Although the only real interest in discovering these images
is to underline his visit to Spain and show that in those days it was
not impossible for two young students to interview a director of Hawks'
status, its inclusion in Mar del Plata's program adds to that of several
documentaries about people in cinema and entertainment.
The Souls of Men
 Richard
Schickel's "Charlie: The Life and Art of Charlie Chaplin"

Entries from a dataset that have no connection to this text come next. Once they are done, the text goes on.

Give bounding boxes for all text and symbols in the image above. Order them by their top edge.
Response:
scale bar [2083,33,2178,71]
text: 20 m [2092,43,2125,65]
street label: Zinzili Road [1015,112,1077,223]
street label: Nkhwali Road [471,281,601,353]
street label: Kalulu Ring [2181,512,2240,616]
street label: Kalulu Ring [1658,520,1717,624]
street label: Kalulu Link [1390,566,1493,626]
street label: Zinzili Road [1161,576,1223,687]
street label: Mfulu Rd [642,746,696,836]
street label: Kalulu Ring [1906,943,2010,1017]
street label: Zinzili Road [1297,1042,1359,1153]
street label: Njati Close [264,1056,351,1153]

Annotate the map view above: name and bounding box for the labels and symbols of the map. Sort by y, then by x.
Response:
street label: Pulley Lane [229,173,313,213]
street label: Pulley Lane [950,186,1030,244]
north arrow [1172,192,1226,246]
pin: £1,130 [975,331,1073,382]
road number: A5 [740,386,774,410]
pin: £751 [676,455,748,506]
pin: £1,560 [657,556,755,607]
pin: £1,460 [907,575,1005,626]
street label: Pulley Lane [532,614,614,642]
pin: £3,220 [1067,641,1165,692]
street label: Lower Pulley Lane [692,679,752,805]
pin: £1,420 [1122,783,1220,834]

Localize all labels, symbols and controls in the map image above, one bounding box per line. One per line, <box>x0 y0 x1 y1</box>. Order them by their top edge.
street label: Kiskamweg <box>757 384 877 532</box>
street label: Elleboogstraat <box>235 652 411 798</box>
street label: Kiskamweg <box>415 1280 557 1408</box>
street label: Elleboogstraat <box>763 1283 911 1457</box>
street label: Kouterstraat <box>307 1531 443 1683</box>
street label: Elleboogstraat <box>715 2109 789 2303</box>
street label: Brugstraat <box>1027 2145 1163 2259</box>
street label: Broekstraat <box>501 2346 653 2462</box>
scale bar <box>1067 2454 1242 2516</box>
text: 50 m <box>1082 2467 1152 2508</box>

is a fine documentary that — as the title reads — deals with
the filmmaker's life and work, from his beginnings with Mack Sennett to
his testament-like "Limelight". With a classical interview structure
and abundant archive footage — his films and home movies —
he is able to demonstrate Chaplin's wholesomeness as an artist. It is
a known fact that for Chaplin cinema was a vehicle for his ideas and interests,
but also a breeding ground for his love affairs and personal revenge (as
Schickel emphasizes by through a short film in which Chaplin makes fun
of Sennett).
Two notable aspects of the film are that it shows that Chaplin
was fully aware of the Tramp's potential from the beginning (and that
he knew that giving it up in films like "A Woman of Paris" went
against the audience's interests) and the paradox that his becoming a
famous millionaire did not affect the character's credibility. The only
flaw in Schickel's work is underestimating the interest of Chaplin's two
last films and not including them in his analysis for not being at the
filmmaker's level; not being authentically "chaplinesque". But
can't Chaplin also be measured through his most piercing failures?
 Even
though Jackie Chan's career is very different to that of Chaplin, they
have more than one point in common: a lonely childhood marked by poverty
and an early artistic talent. Unlike Schickel, director Mabel Cheung's
"Traces of a Dragon: Jackie Chan and His Lost Family"
focuses on that period, whereas Chan's filmography is completely absent.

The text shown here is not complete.